Anybody can do it if they can put the right pieces together, the right people together and work in harmony. Of course, it’s a must that you have good quality engines and good quality cars. You have to have it all. As I said before: It takes the best of everything. It takes a team that works better than anybody else, one that makes the best calls. 

Five years ago, all you worried about was having a good motor and then you could run well in Pro Stock. Well, it passed by that. It takes a real good driver now and it takes a real, real super tuned car, but more importunately, you must be able to adapt to each race track.

That’s been one of the secrets of our success. We’ve been able to master most all the tracks. We’ve won at every track except Chicago (Joliet) and, of course, Richmond, which we’ll run for the first time in 2006.

*Question:* Can you put all those things together and repeat in 2006?

*Greg Anderson:* We can. Will we? That’s a different story. That’s up to us to decide. If we can continue on the path we’re on with the team working together in harmony then we give ourselves the opportunity to repeat. We must continue to gain horsepower, make our cars better and both Jason and I become better drivers, to repeat. If we slip in any of those areas, than we won’t win. It’s that simple.

Repeating is our plan. That’s what we’re out here to do. We know it’s going to take a better effort than last year or the year before because the competition is going to be better.

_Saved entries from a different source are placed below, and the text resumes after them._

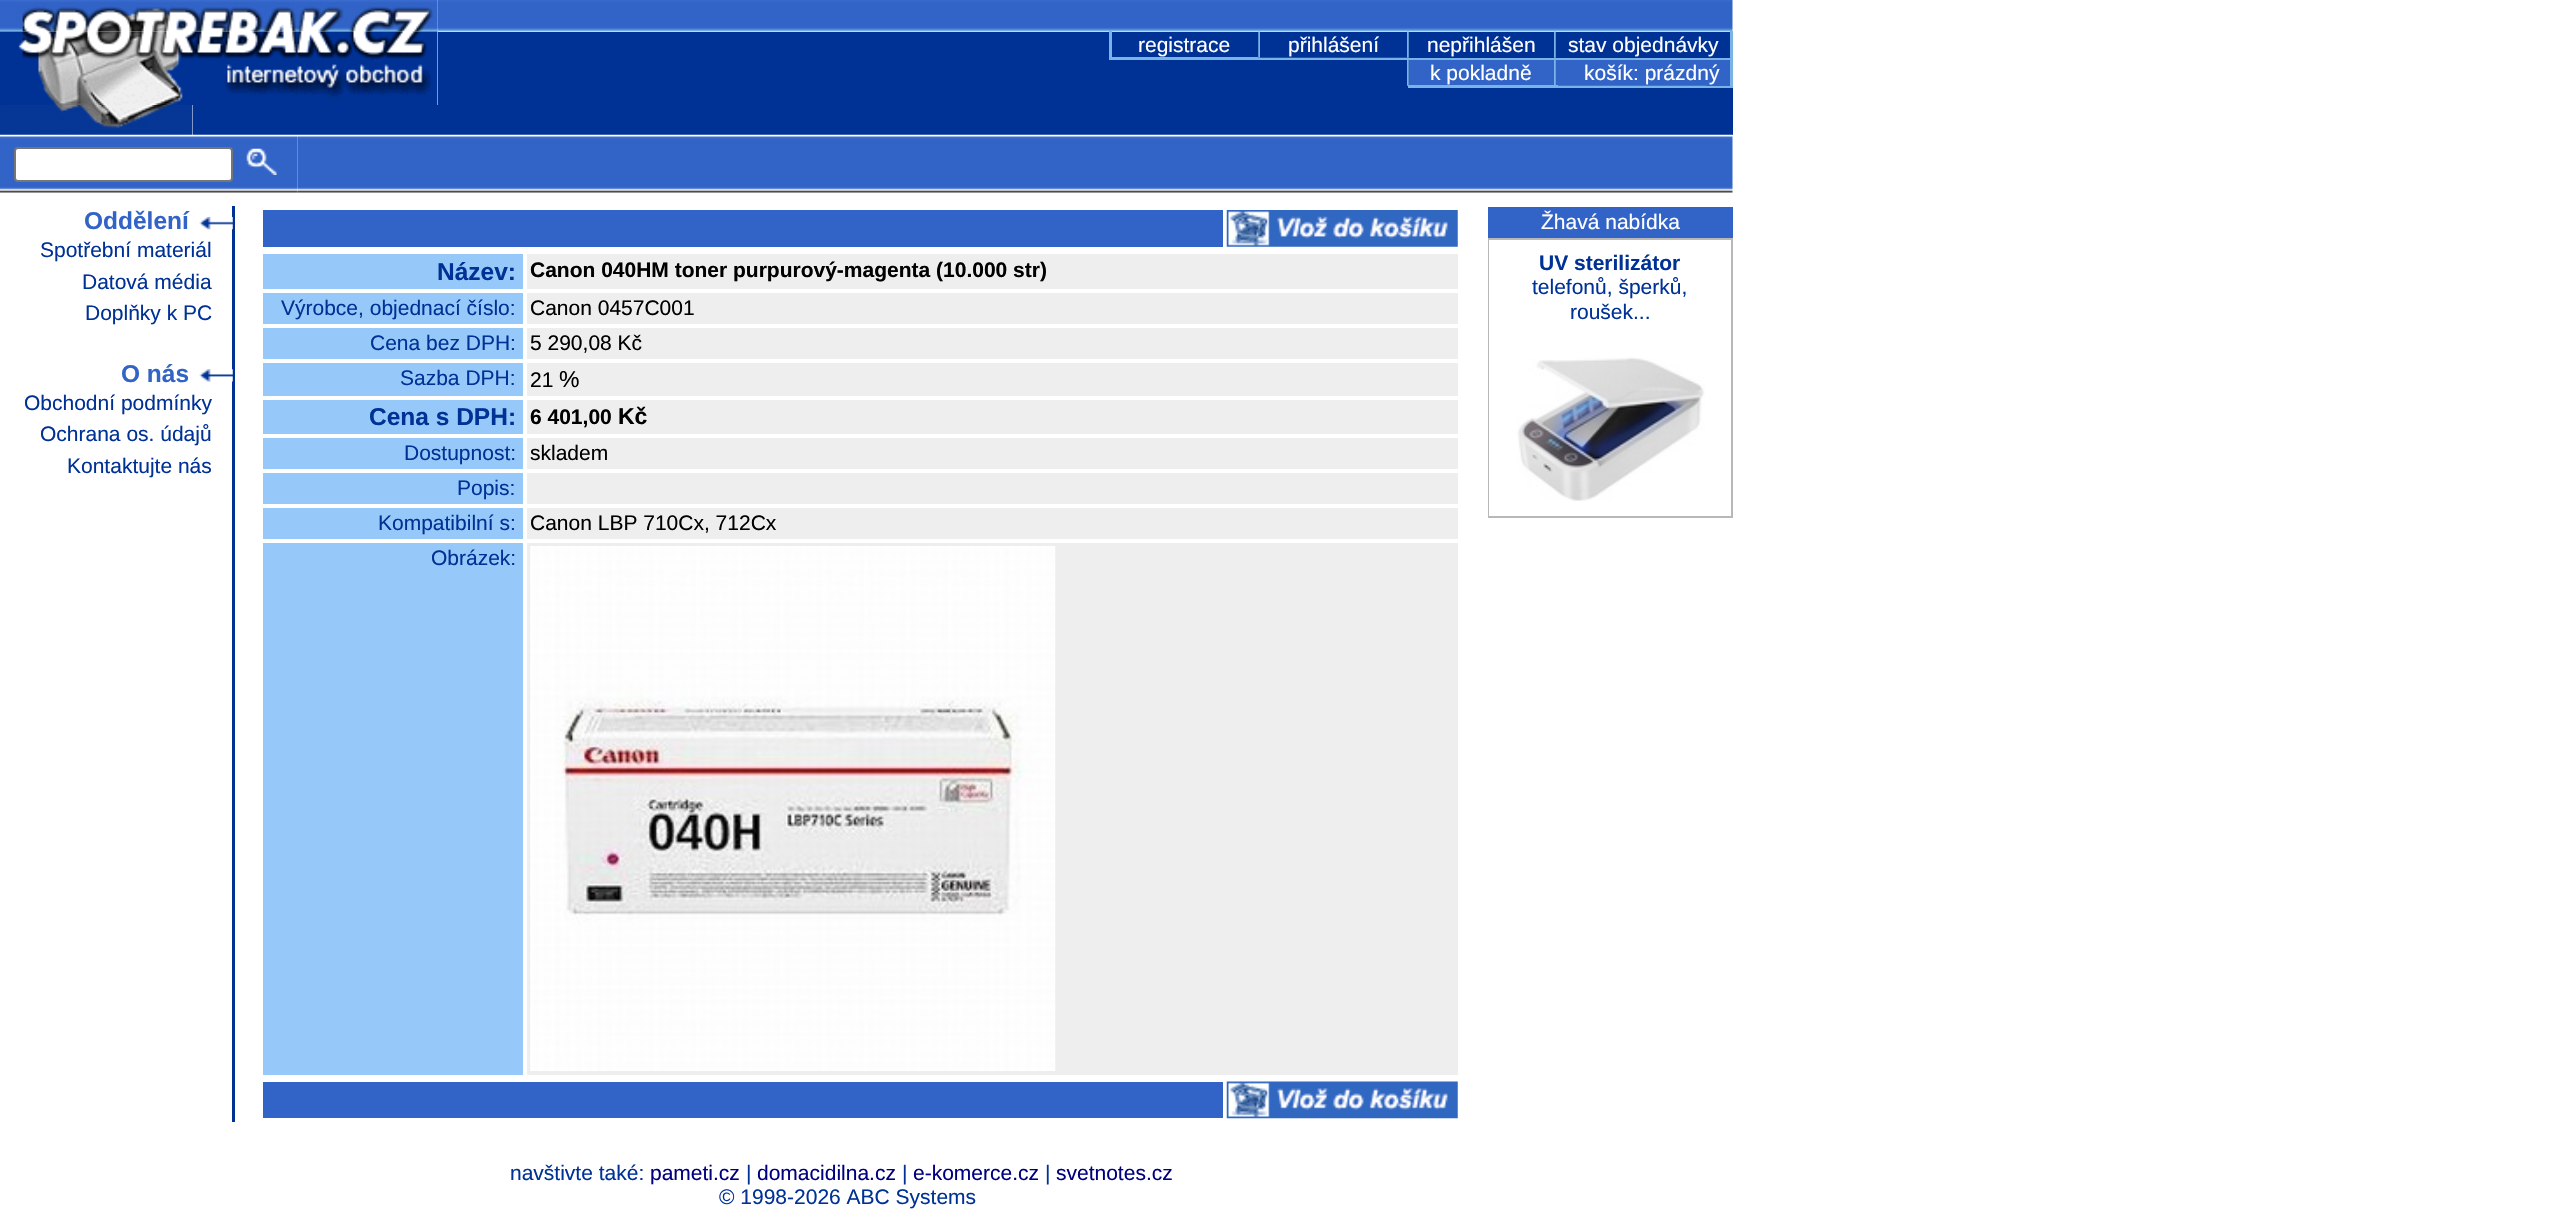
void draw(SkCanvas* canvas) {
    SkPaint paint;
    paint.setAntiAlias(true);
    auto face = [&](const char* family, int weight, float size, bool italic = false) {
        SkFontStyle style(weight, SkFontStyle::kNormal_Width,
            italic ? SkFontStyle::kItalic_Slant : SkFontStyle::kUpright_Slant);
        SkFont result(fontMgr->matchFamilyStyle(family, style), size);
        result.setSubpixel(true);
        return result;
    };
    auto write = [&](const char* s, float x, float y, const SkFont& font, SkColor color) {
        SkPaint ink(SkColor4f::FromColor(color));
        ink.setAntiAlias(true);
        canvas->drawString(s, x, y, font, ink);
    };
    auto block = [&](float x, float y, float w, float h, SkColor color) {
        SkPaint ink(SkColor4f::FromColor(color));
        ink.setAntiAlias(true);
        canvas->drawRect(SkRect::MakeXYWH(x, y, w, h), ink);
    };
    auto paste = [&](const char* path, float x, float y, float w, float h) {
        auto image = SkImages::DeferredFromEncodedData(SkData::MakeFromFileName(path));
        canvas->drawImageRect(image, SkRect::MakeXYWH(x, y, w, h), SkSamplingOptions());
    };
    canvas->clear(SK_ColorWHITE);
    paste("pic2.png", 437, 0, 1296, 32);
    paste("pic1.png", 0, 0, 438, 32);
    paste("pic3.png", 0, 31, 438, 74);
    block(438, 32, 1295, 73, SkColorSetRGB(0, 50, 150));
    block(1109, 31, 3, 27, SkColorSetRGB(120, 180, 230));
    auto kFont1 = face("Liberation Sans", 400, 21);
    write("registrace", 1138, 52, kFont1, SK_ColorWHITE);
    paste("pic4.png", 1258, 31, 2, 27);
    write("přihlášení", 1288, 52, kFont1, SK_ColorWHITE);
    paste("pic5.png", 1407, 31, 2, 27);
    write("nepřihlášen", 1427, 52, kFont1, SK_ColorWHITE);
    paste("pic5.png", 1554, 31, 2, 27);
    write("stav objednávky", 1568, 52, kFont1, SK_ColorWHITE);
    block(1730, 31, 3, 27, SkColorSetRGB(120, 180, 230));
    block(1109, 57, 149, 3, SkColorSetRGB(120, 180, 230));
    block(1258, 58, 475, 2, SkColorSetRGB(120, 180, 230));
    paste("pic6.png", 1258, 57, 149, 1);
    paste("pic7.png", 1407, 57, 2, 1);
    paste("pic7.png", 1554, 57, 2, 1);
    paste("pic8.png", 1407, 60, 2, 26);
    block(1409, 60, 145, 25, SkColorSetRGB(50, 100, 200));
    write("k pokladně", 1430, 80, kFont1, SK_ColorWHITE);
    block(1555, 60, 175, 26, SkColorSetRGB(50, 100, 200));
    paste("pic9.png", 1554, 60, 2, 25);
    block(1730, 60, 3, 26, SkColorSetRGB(120, 180, 230));
    write("košík: prázdný", 1584, 80, kFont1, SK_ColorWHITE);
    block(1408, 85, 150, 3, SkColorSetRGB(120, 180, 230));
    block(1558, 86, 175, 2, SkColorSetRGB(120, 180, 230));
    paste("pic10.png", 1558, 85, 149, 1);
    block(193, 105, 1540, 30, SkColorSetRGB(0, 50, 150));
    paste("pic12.png", 0, 134, 298, 59);
    paste("pic11.png", 0, 105, 193, 30);
    paint.setColor(SK_ColorWHITE);
    canvas->drawRoundRect(SkRect::MakeXYWH(15, 148, 217, 33), 3, 3, paint);
    paint.setStyle(SkPaint::kStroke_Style);
    paint.setStrokeWidth(2);
    paint.setColor(SkColorSetRGB(118, 118, 118));
    canvas->drawRoundRect(SkRect::MakeXYWH(15, 148, 217, 33), 3, 3, paint);
    paste("pic13.png", 246, 148, 31, 27);
    paste("pic14.png", 297, 134, 1436, 59);
    auto kFont2 = face("Liberation Sans", 700, 24.5f);
    write("Oddělení", 84, 229, kFont2, SkColorSetRGB(50, 100, 200));
    block(232, 206, 3, 916, SkColorSetRGB(0, 50, 150));
    paste("pic15.png", 199, 217, 34, 13);
    write("Spotřební materiál", 40, 257, kFont1, SkColorSetRGB(0, 50, 150));
    write("Datová média", 82, 289, kFont1, SkColorSetRGB(0, 50, 150));
    write("Doplňky k PC", 85, 320, kFont1, SkColorSetRGB(0, 50, 150));
    write("O nás", 121, 382, kFont2, SkColorSetRGB(50, 100, 200));
    paste("pic16.png", 199, 369, 34, 13);
    write("Obchodní podmínky", 24, 410, kFont1, SkColorSetRGB(0, 50, 150));
    write("Ochrana os. údajů", 40, 441, kFont1, SkColorSetRGB(0, 50, 150));
    write("Kontaktujte nás", 67, 473, kFont1, SkColorSetRGB(0, 50, 150));
    block(263, 210, 960, 37, SkColorSetRGB(50, 100, 200));
    paste("pic17.png", 1226, 210, 232, 37);
    block(263, 254, 260, 35, SkColorSetRGB(150, 200, 250));
    write("Název:", 437, 280, kFont2, SkColorSetRGB(0, 50, 150));
    block(527, 254, 931, 35, SkColorSetRGB(238, 238, 238));
    auto kFont3 = face("Liberation Sans", 700, 21);
    write("Canon 040HM toner purpurový-magenta (10.000 str)", 530, 277, kFont3, SK_ColorBLACK);
    block(263, 293, 260, 31, SkColorSetRGB(150, 200, 250));
    write("Výrobce, objednací číslo:", 281, 315, kFont1, SkColorSetRGB(0, 50, 150));
    block(527, 293, 931, 31, SkColorSetRGB(238, 238, 238));
    write("Canon 0457C001", 530, 315, kFont1, SK_ColorBLACK);
    block(263, 328, 260, 31, SkColorSetRGB(150, 200, 250));
    write("Cena bez DPH:", 370, 350, kFont1, SkColorSetRGB(0, 50, 150));
    block(527, 328, 931, 31, SkColorSetRGB(238, 238, 238));
    write("5 290,08 Kč", 530, 350, kFont1, SK_ColorBLACK);
    block(263, 363, 260, 33, SkColorSetRGB(150, 200, 250));
    write("Sazba DPH:", 400, 385, kFont1, SkColorSetRGB(0, 50, 150));
    block(527, 363, 931, 33, SkColorSetRGB(238, 238, 238));
    write("21", 530, 387, kFont1, SK_ColorBLACK);
    auto kFont4 = face("Liberation Sans", 400, 23);
    write("%", 559, 387, kFont4, SK_ColorBLACK);
    block(263, 400, 260, 34, SkColorSetRGB(150, 200, 250));
    write("Cena s DPH:", 369, 425, kFont2, SkColorSetRGB(0, 50, 150));
    block(527, 400, 931, 34, SkColorSetRGB(238, 238, 238));
    write("6 401,00", 530, 424, kFont3, SK_ColorBLACK);
    auto kFont5 = face("Liberation Sans", 700, 23);
    write("Kč", 618, 424, kFont5, SK_ColorBLACK);
    block(263, 438, 260, 31, SkColorSetRGB(150, 200, 250));
    write("Dostupnost:", 404, 460, kFont1, SkColorSetRGB(0, 50, 150));
    block(527, 438, 931, 31, SkColorSetRGB(238, 238, 238));
    write("skladem", 530, 460, kFont1, SK_ColorBLACK);
    block(263, 473, 260, 31, SkColorSetRGB(150, 200, 250));
    write("Popis:", 457, 495, kFont1, SkColorSetRGB(0, 50, 150));
    block(527, 473, 931, 31, SkColorSetRGB(238, 238, 238));
    block(263, 508, 260, 31, SkColorSetRGB(150, 200, 250));
    write("Kompatibilní s:", 378, 530, kFont1, SkColorSetRGB(0, 50, 150));
    block(527, 508, 931, 31, SkColorSetRGB(238, 238, 238));
    write("Canon LBP 710Cx, 712Cx", 530, 530, kFont1, SK_ColorBLACK);
    block(263, 543, 260, 532, SkColorSetRGB(150, 200, 250));
    write("Obrázek:", 431, 565, kFont1, SkColorSetRGB(0, 50, 150));
    block(527, 543, 931, 532, SkColorSetRGB(238, 238, 238));
    paste("pic18.png", 530, 546, 526, 525);
    block(263, 1082, 960, 36, SkColorSetRGB(50, 100, 200));
    paste("pic19.png", 1226, 1081, 232, 38);
    block(1488, 207, 245, 31, SkColorSetRGB(50, 100, 200));
    write("Žhavá nabídka", 1541, 229, kFont1, SK_ColorWHITE);
    block(1488, 238, 245, 280, SkColorSetRGB(184, 184, 184));
    block(1489, 240, 242, 276, SK_ColorWHITE);
    write("UV sterilizátor", 1539, 270, kFont3, SkColorSetRGB(0, 50, 150));
    write("telefonů, šperků,", 1532, 294, kFont1, SkColorSetRGB(0, 50, 150));
    write("roušek...", 1570, 319, kFont1, SkColorSetRGB(0, 50, 150));
    paste("pic20.png", 1517, 357, 188, 144);
    write("navštivte také:", 510, 1180, kFont1, SkColorSetRGB(0, 50, 150));
    write("pameti.cz", 650, 1180, kFont1, SkColorSetRGB(0, 0, 127));
    write("|", 746, 1180, kFont1, SkColorSetRGB(0, 50, 150));
    write("domacidilna.cz", 757, 1180, kFont1, SkColorSetRGB(0, 0, 127));
    write("|", 902, 1180, kFont1, SkColorSetRGB(0, 50, 150));
    write("e-komerce.cz", 913, 1180, kFont1, SkColorSetRGB(0, 0, 127));
    write("|", 1045, 1180, kFont1, SkColorSetRGB(0, 50, 150));
    write("svetnotes.cz", 1056, 1180, kFont1, SkColorSetRGB(0, 0, 127));
    write("© 1998-2026 ABC Systems", 719, 1204, kFont1, SkColorSetRGB(0, 50, 150));
}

*Question:* Where is the competition coming from this year?

*Greg Anderson:* Our main competition will come from Johnson and Johnson – WJ and KJ – Erica Enders, who now has a year of competition under her belt and who came on strong at year’s end, Dave Connolly and there will be three or four more that you don’t know which ones of the group that it will be yet, but every year three or four, that are capable of winning, step up. Your positives are Warren, Kurt, Erica and Dave – and my teammate Jason Line.

*Question:* You’ve won three consecutive championships; do you have anything more to prove?

*Greg Anderson:* First off, it is up to us to defend and do it in such a manner that we have the opportunity to win again. We almost feel we have something to prove this year. Last year we started the season slowly. We got ourselves in a rut. Got behind the eight ball and really had to scramble and work through some adversity to get our act back together. We don’t want that to happen again. We want to start the season strong. We don’t want to have to come from behind again. We want to change things this year. Our goal is to return to our performance of 2003 and 2004. I guess in that respect you can say we have something to prove.

*Question:* It seems that when you changed cars to the new Pontiac GTO at mid season, you really took off. How is the car situation for 2006?

*Greg Anderson:* Right now we only have a half season on the car I drove last year. I started with the new car at Denver. We haven’t tested it at all over the off-season. We’re trying to keep the cycle down on that car. We’ve only tested the new cars we have for 2006. Jason didn’t bring out his new car until Indy, so he’s only got a third of a season on his. The bottom line is that we’re in pretty good shape with those two cars and three brand new cars that we’re sorting through right now. One or more of those could prove to be the better car. We’ll know more after we finish testing them. We’re in better shape for this coming season than we have ever been.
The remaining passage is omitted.